The problem:
Each line below containing the word "this" needs to be shown.

Exercise data:
● ● ● ●

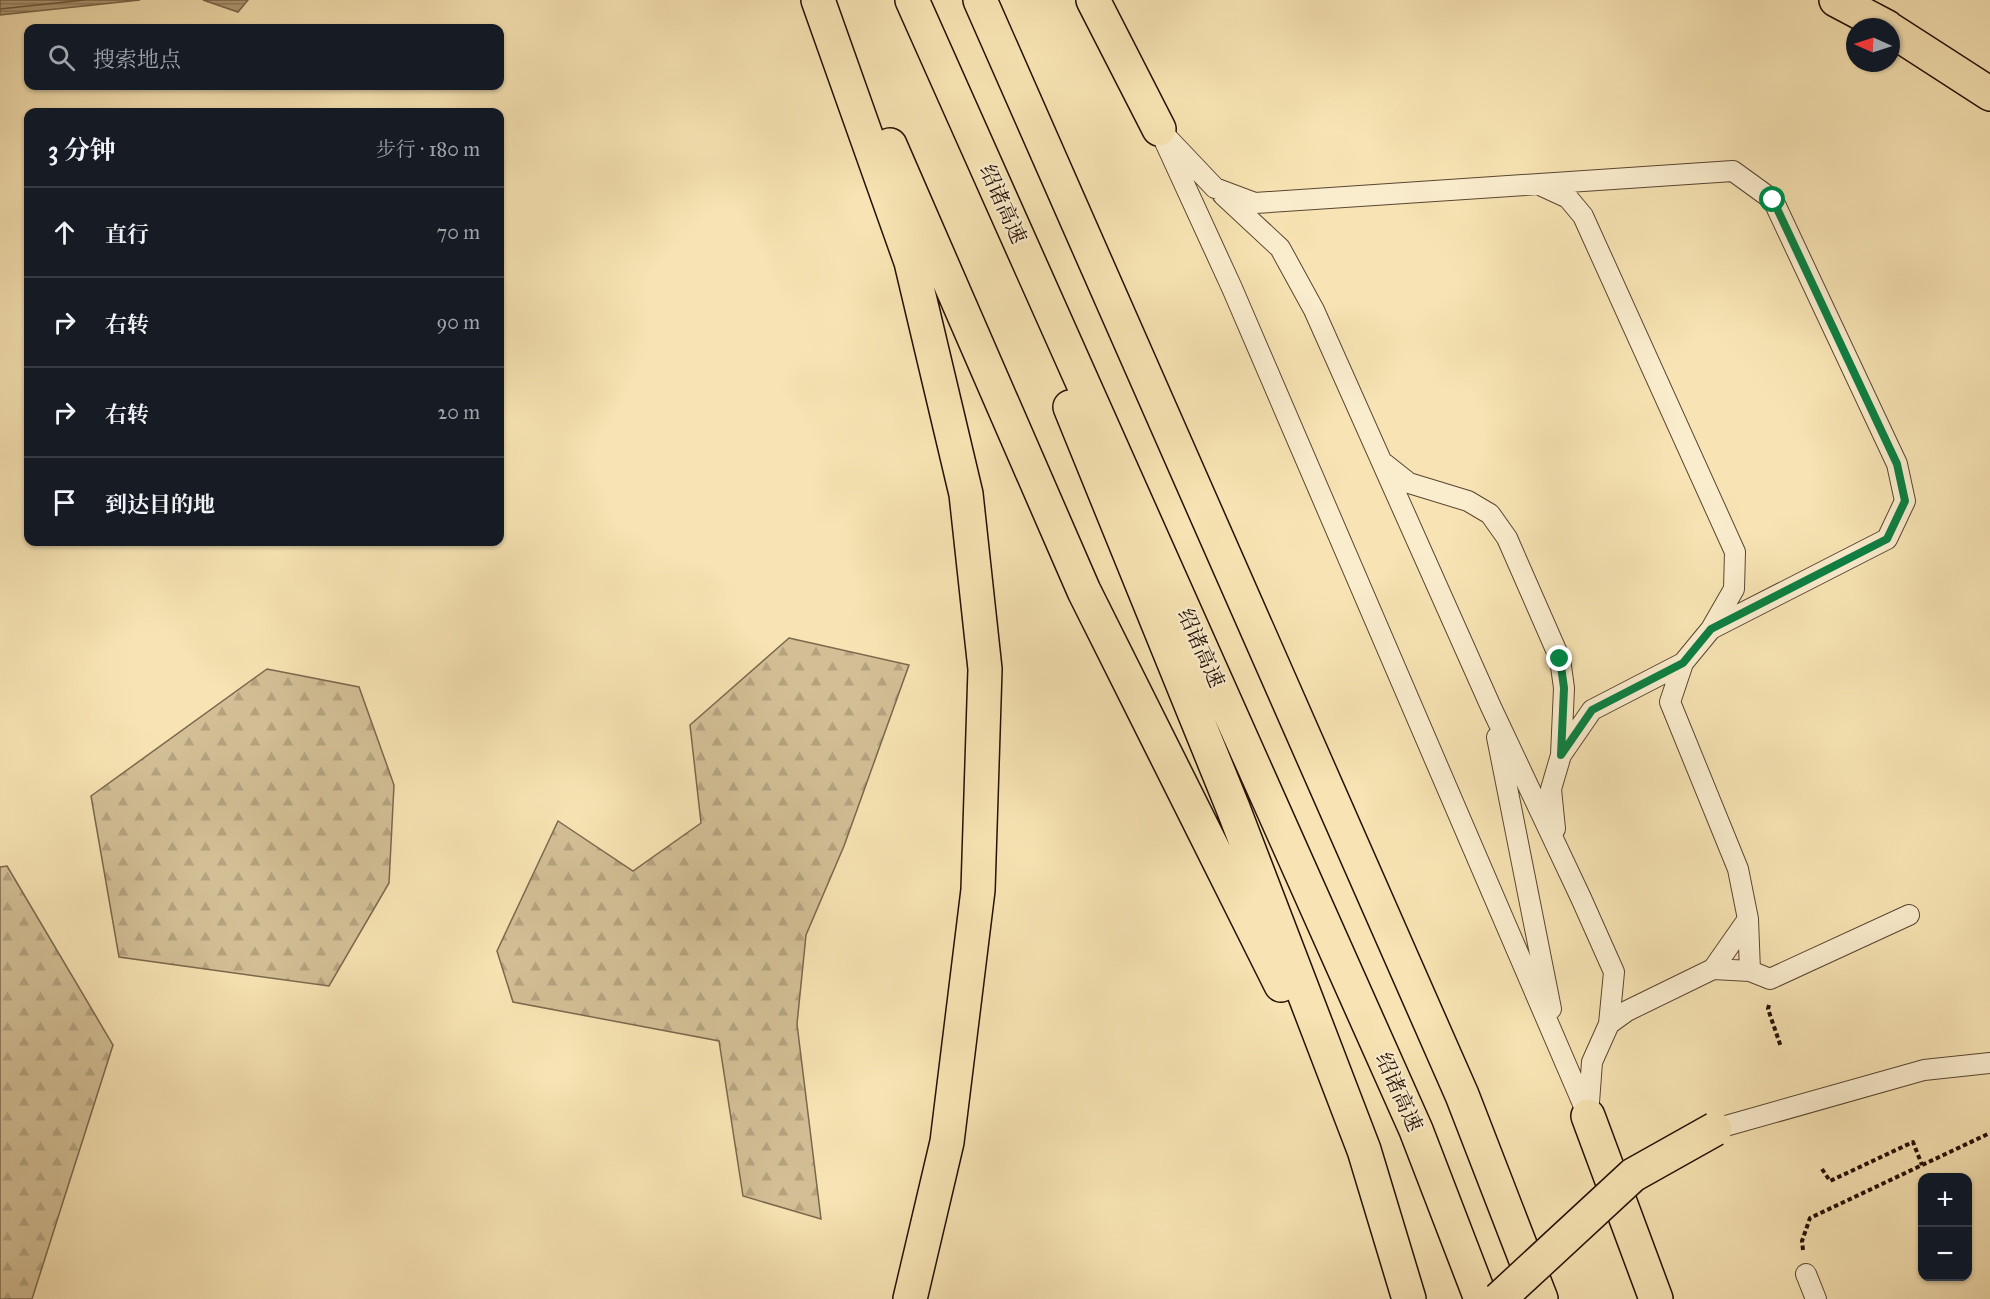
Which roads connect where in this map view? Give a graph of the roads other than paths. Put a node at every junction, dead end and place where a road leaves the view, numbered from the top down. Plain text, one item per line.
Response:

● ● ● ●

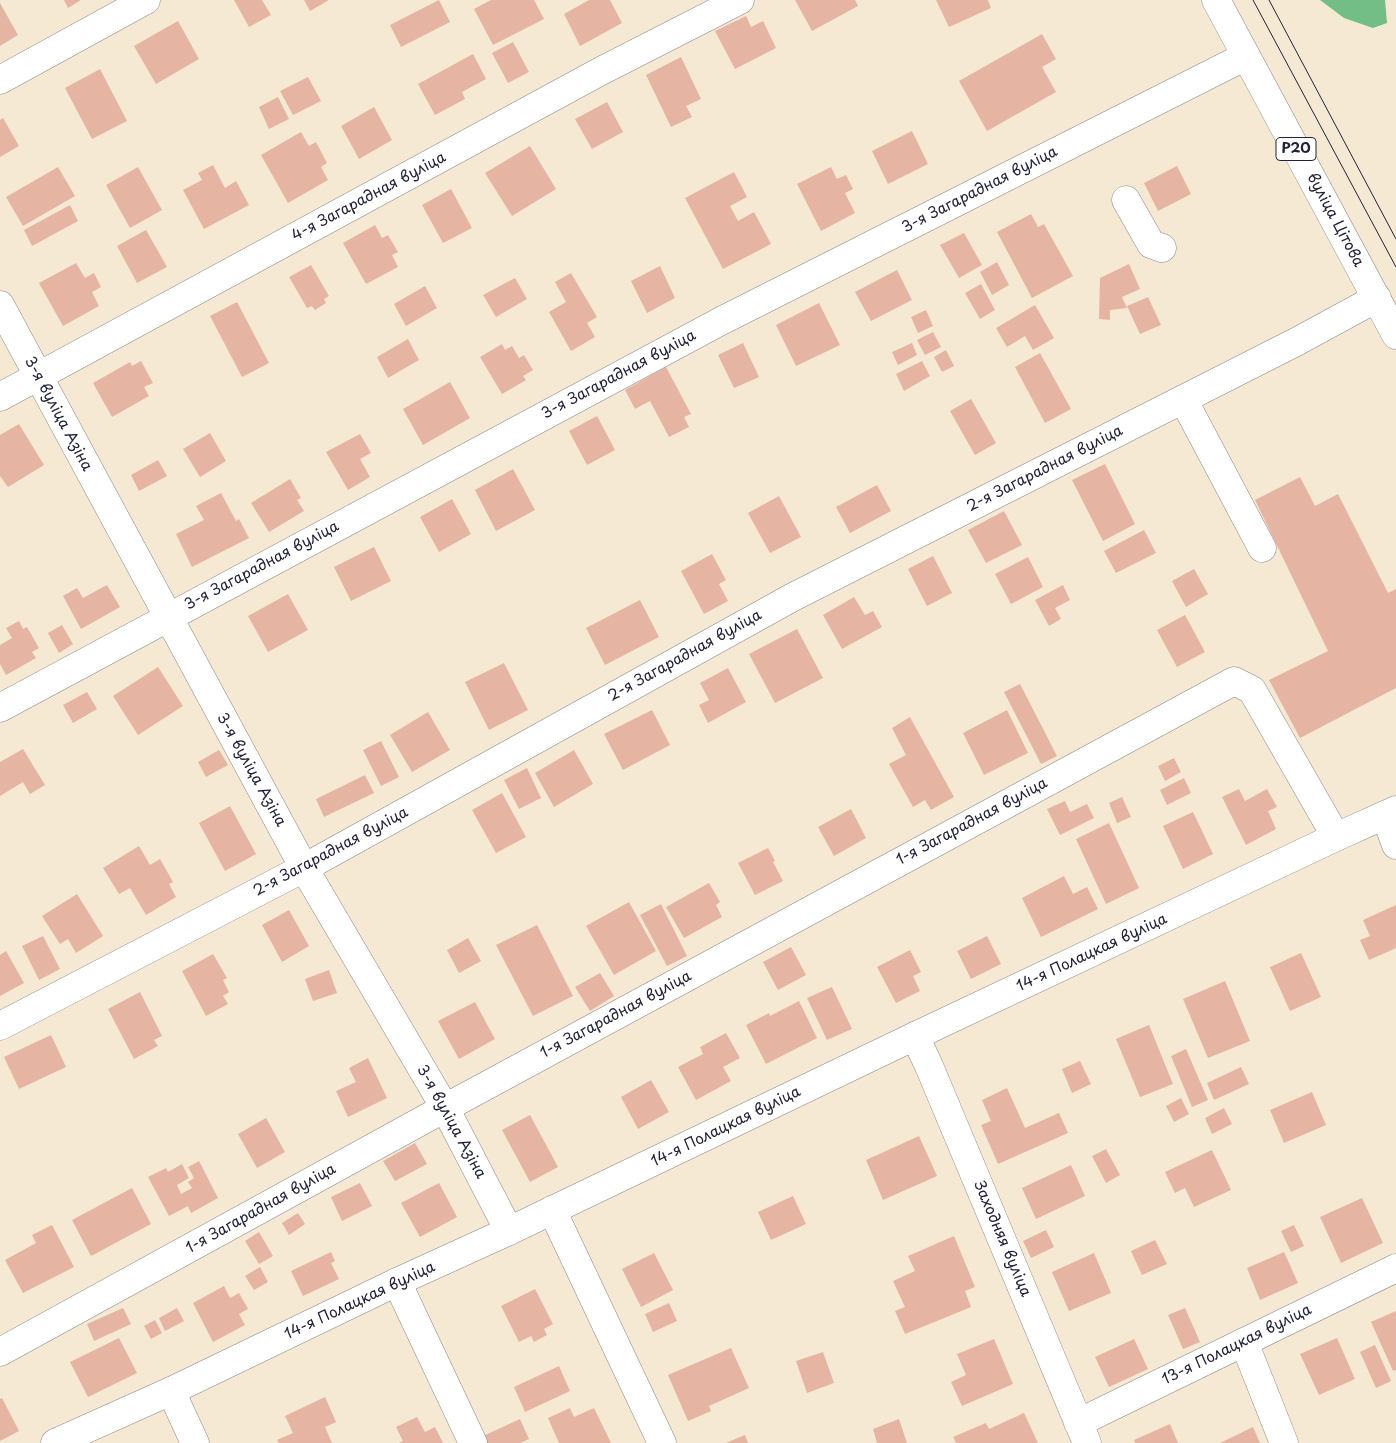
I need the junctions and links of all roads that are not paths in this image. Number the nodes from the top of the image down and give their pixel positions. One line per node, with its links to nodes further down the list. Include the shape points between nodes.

● ● ● ●

Written answer:
Which roads connect where in this map view? Give a graph of the roads other than paths. Put a node at every junction, dead end and place where a road leaves the view, numbered from the top down. Plain text, one item per line.
I need the junctions and links of all roads that are not paths in this image. Number the nodes from the top of the image down and give their pixel positions. One line per node, with its links to nodes further down the list. Include the shape points between nodes.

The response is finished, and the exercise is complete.